Ostermann’s skills in drawing and painting led him to experiment with surface decoration, and he eventually became known for his maiolica and copper sgraffito. This leaning towards painting and narrative work could be attributed to a love of stories, myths and legends, a legacy from his mother who was a professional storyteller in Germany.

He also gained acclaim for his teaching skills, as well as his knowledge of the history and techniques associated with the ceramic arts.
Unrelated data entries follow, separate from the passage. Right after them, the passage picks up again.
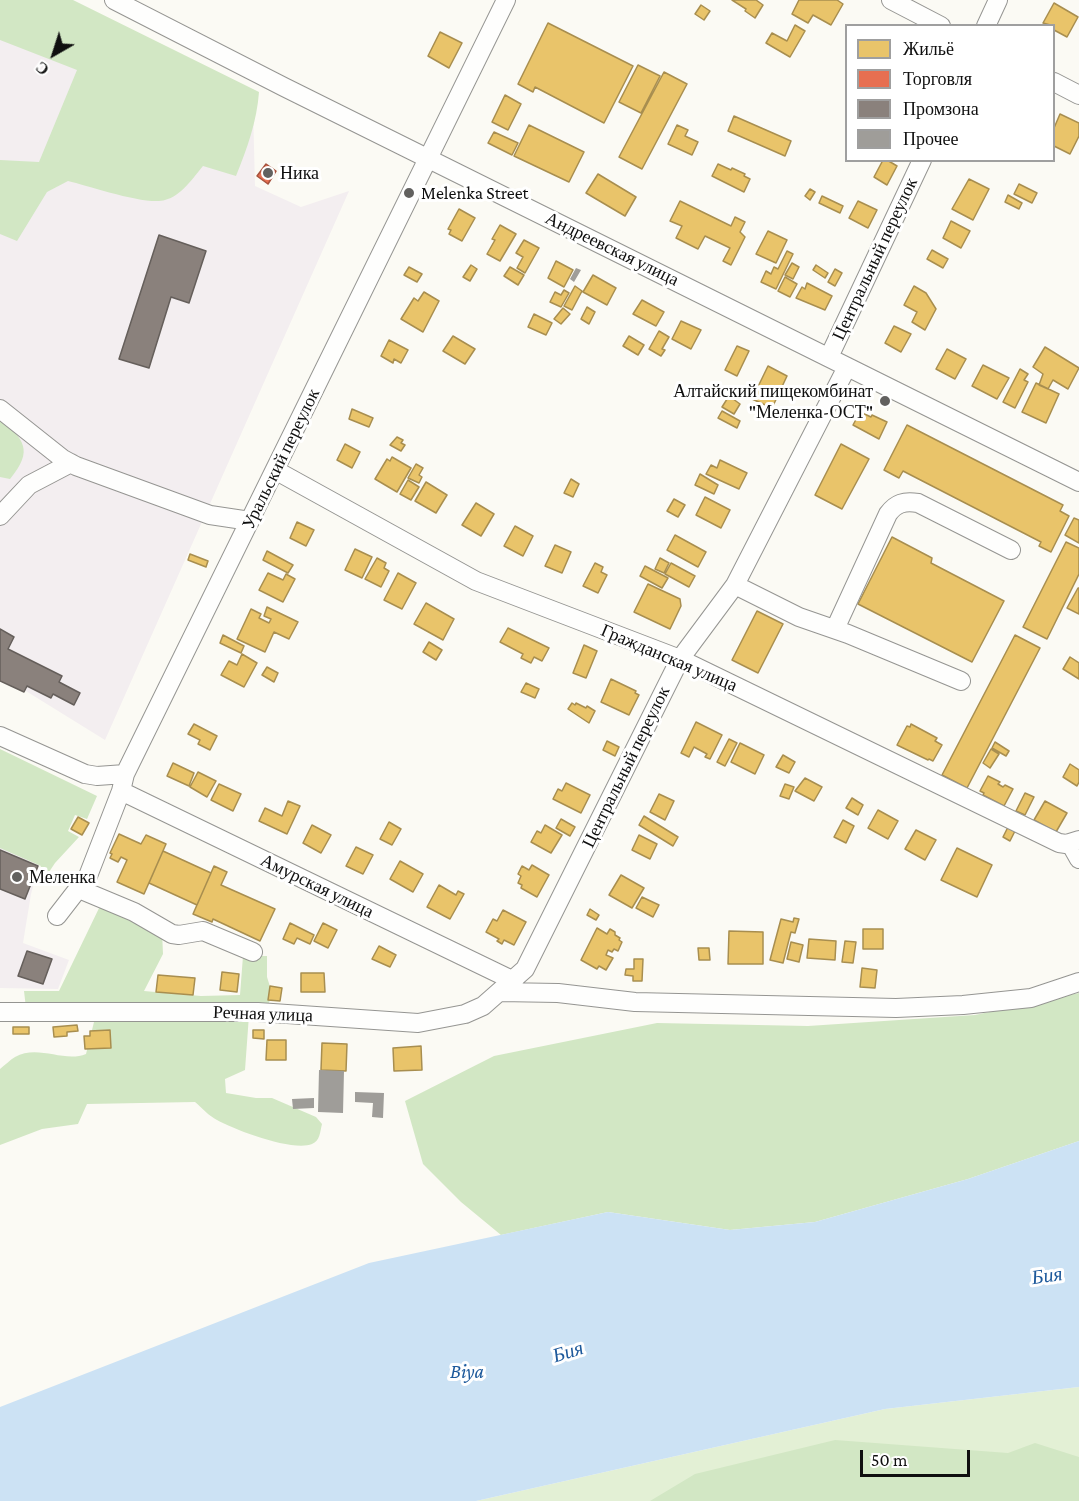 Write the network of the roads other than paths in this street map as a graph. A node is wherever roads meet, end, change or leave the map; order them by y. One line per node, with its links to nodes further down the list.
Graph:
1 (114, 0): 9 (street, Андреевская улица)
2 (506, 0): 9 (street, Уральский переулок)
3 (891, 0): 5 (street)
4 (998, 0): 6 (street)
5 (938, 24)
6 (987, 24)
7 (1055, 83): 8 (street)
8 (1079, 95)
9 (428, 158): 11 (street, Андреевская улица); 15 (street, Уральский переулок)
10 (921, 162): 11 (street, Центральный переулок)
11 (829, 357): 12 (street, Андреевская улица)
12 (847, 367): 16 (street, Андреевская улица); 20 (street, Центральный переулок)
13 (0, 409): 14 (street)
14 (71, 463): 17 (street); 18 (street)
15 (275, 470): 18 (street, Уральский переулок); 22 (street, Гражданская улица)
16 (1079, 482)
17 (0, 516)
18 (250, 521): 25 (street, Уральский переулок)
19 (1011, 550): 21 (street)
20 (735, 585): 21 (street); 22 (street, Центральный переулок)
21 (835, 629): 23 (street)
22 (680, 658): 26 (street, Гражданская улица); 31 (street, Центральный переулок)
23 (961, 681)
24 (0, 736): 25 (street, Амурская улица)
25 (123, 783): 27 (street, Уральский переулок); 31 (street, Амурская улица)
26 (1074, 846)
27 (79, 889): 28 (street, Уральский переулок); 29 (street)
28 (57, 916)
29 (252, 952)
30 (1079, 982): 31 (street)
31 (507, 987): 32 (street, Речная улица)
32 (0, 1012) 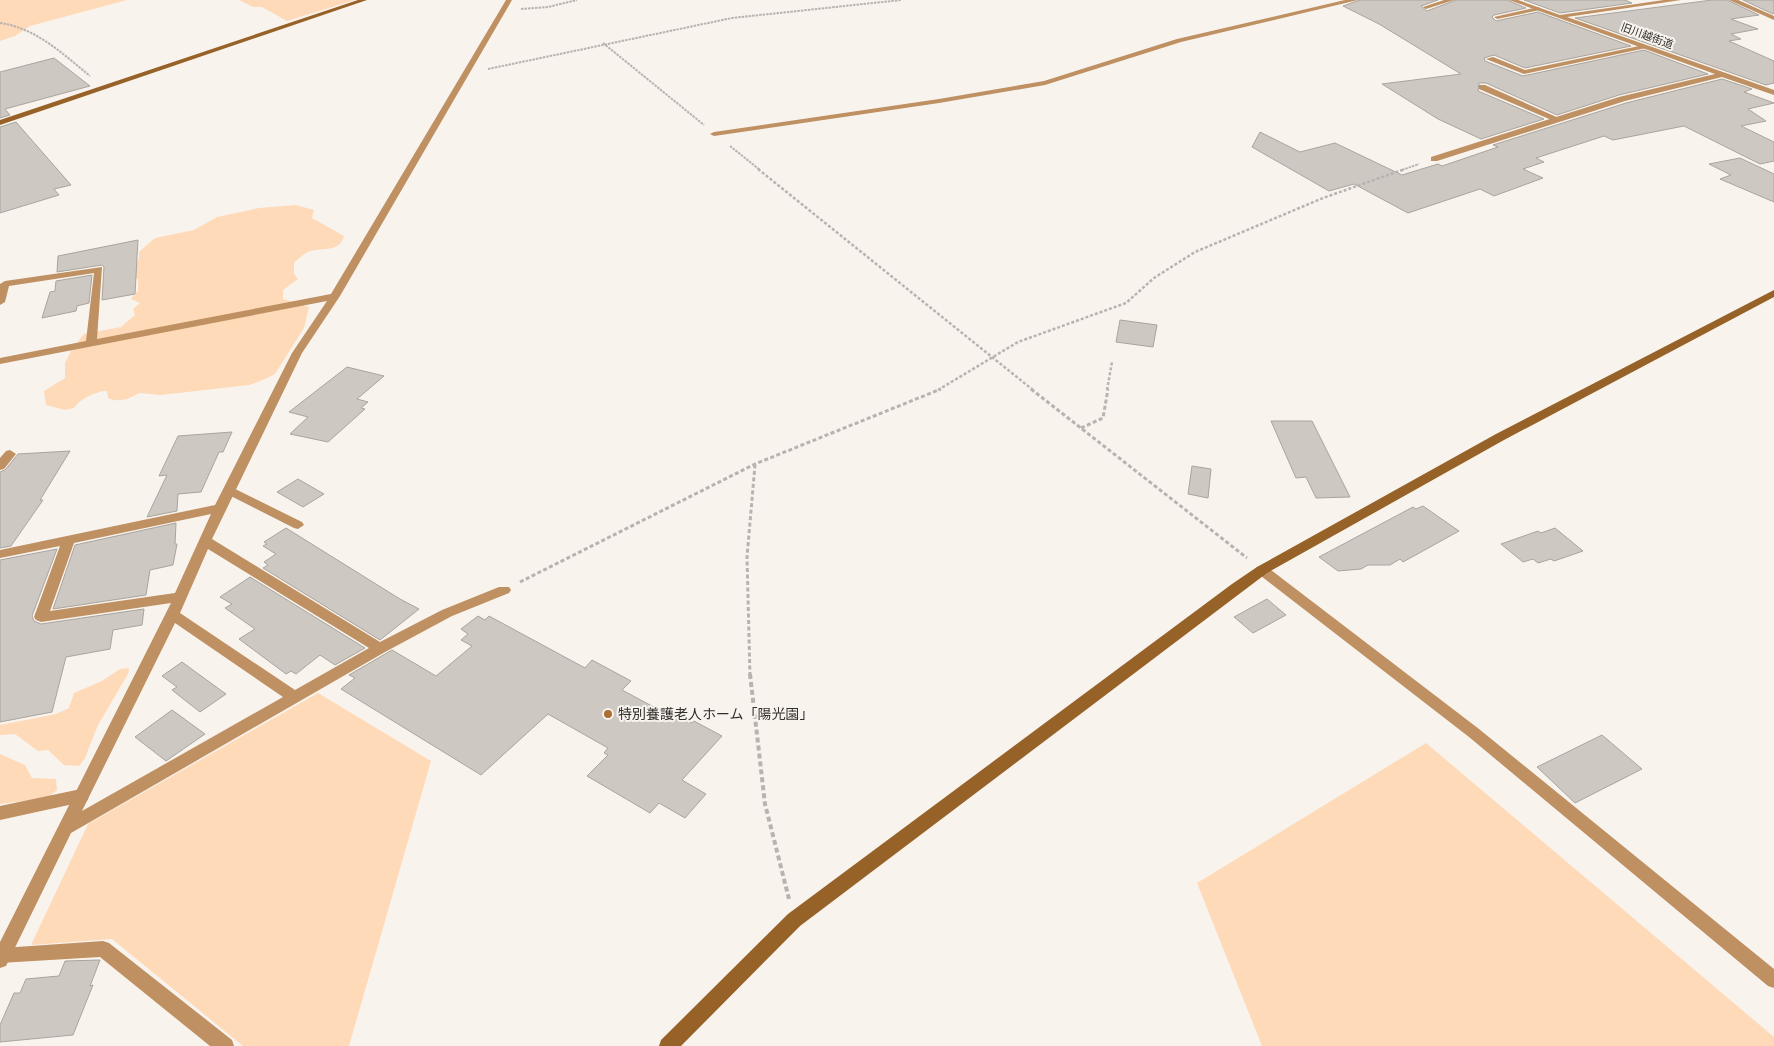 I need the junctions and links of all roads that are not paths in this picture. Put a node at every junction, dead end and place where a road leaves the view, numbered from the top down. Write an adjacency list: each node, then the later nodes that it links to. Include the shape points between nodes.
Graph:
1 (364, 0): 20 (street)
2 (509, 0): 24 (street)
3 (1355, 0): 21 (street, via 1179,40 1045,82)
4 (1451, 0): 9 (street)
5 (1512, 0): 10 (street, 旧川越街道)
6 (1667, 0): 7 (street); 12 (street)
7 (1678, 0)
8 (1732, 0): 13 (street)
9 (1426, 7)
10 (1538, 9): 11 (street); 12 (street, 旧川越街道)
11 (1497, 17)
12 (1560, 17): 14 (street, 旧川越街道)
13 (1774, 18)
14 (1644, 47): 15 (street, via 1524,72); 16 (street, 旧川越街道)
15 (1490, 59)
16 (1721, 75): 18 (street, 旧川越街道); 19 (street)
17 (1482, 87): 19 (street)
18 (1774, 93)
19 (1557, 119): 22 (street)
20 (0, 123)
21 (714, 134)
22 (1434, 159)
23 (1774, 292): 36 (street, via 1508,432)
24 (335, 296): 26 (street); 30 (street, via 297,353)
25 (0, 302): 26 (street, via 5,284 99,269)
26 (91, 343): 27 (street)
27 (0, 361)
28 (10, 454): 29 (street)
29 (0, 466)
30 (229, 490): 31 (street); 32 (street)
31 (220, 508): 33 (street); 34 (street)
32 (298, 525)
33 (68, 541): 35 (street); 38 (street, via 41,617)
34 (207, 542): 38 (street); 40 (street)
35 (0, 554)
36 (1262, 570): 46 (street, via 1474,733); 48 (street, via 794,920)
37 (504, 590): 40 (street, via 447,613)
38 (180, 597): 39 (street)
39 (172, 615): 41 (street); 42 (street)
40 (380, 648): 41 (street)
41 (294, 697): 44 (street)
42 (81, 796): 43 (street); 44 (street)
43 (0, 813)
44 (65, 829): 45 (street)
45 (1, 958): 47 (street, via 103,948)
46 (1774, 980)
47 (225, 1046)
48 (668, 1046)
Over the decades, Ostermann exhibited, lectured, and taught in Canada, Australia, Germany, Ireland, the Netherlands, France, Scandinavia, New Zealand, the United States and Brazil, as well as the UK.

Ostermann authored three books on ceramics, The New Maiolica: Contemporary Approaches to Colour and Technique (1999), The Ceramic Surface (2002) and The Ceramic Narrative (2006), published by A&C Black in London and the University of Pennsylvania Press in Philadelphia, and contributed to a number of others.

His final body of work, a series of multimedia pieces under the broad name of Boats of Passage, dealt with his diagnosis of HIV-related lymphoma in 2008. In his artist’s statement on the works, he stated:“Boats of Passage is not necessarily about confronting the fear of dying but rather deals with the examination of important inner changes necessitated by the coming to terms with my own mortality, my relationships and the sometimes loss of autonomy in the face of helplessness.

My use of the boat image as a metaphor is by no means novel; it has been used by past and present artists throughout history to symbolize the concept of a vessel carrying us along the river of life (to continue the metaphor) and even beyond into the afterlife [...].

In this body of work I have drawn as always from my love of human figure dramas and mythological references to create both human and anthropomorphic figures that interact, are movable and seem to contemplate and question as passengers on a boat. Other figures enact their little dramas as drawings on vessels and on paper.”Ostermann's final exhibition, Boats of Passage, was held in 2008 at Prime Gallery in Toronto, Ontario.

== Artistic legacy ==
In addition to the reference works he authored, Ostermann’s work can be found in permanent collections such as those of the Musée national des beaux-arts du Québec, the Musée des métiers d’art du Québec, the Landesmuseum Württemberg in Germany, the Canadian Clay and Glass Gallery, the Victoria and Albert Museum in London, and the Royal Ontario Museum and Gardiner Museum of Ceramic Art in Toronto.

In 2010, he was posthumously made an Honorary Member of the American National Council for the Education of Ceramic Arts. In addition, Ostermann and his Boats of Passage were dramatized in a 2016 play by Montreal playwright and author Marcel Pomerlo, titled Matthias Ostermann ou Le dernier petit bateau.

In 2023, the Canadian Clay and Glass Gallery opened an exhibit, The Decorated Surface, intended in large part as an homage to Ostermann and his work.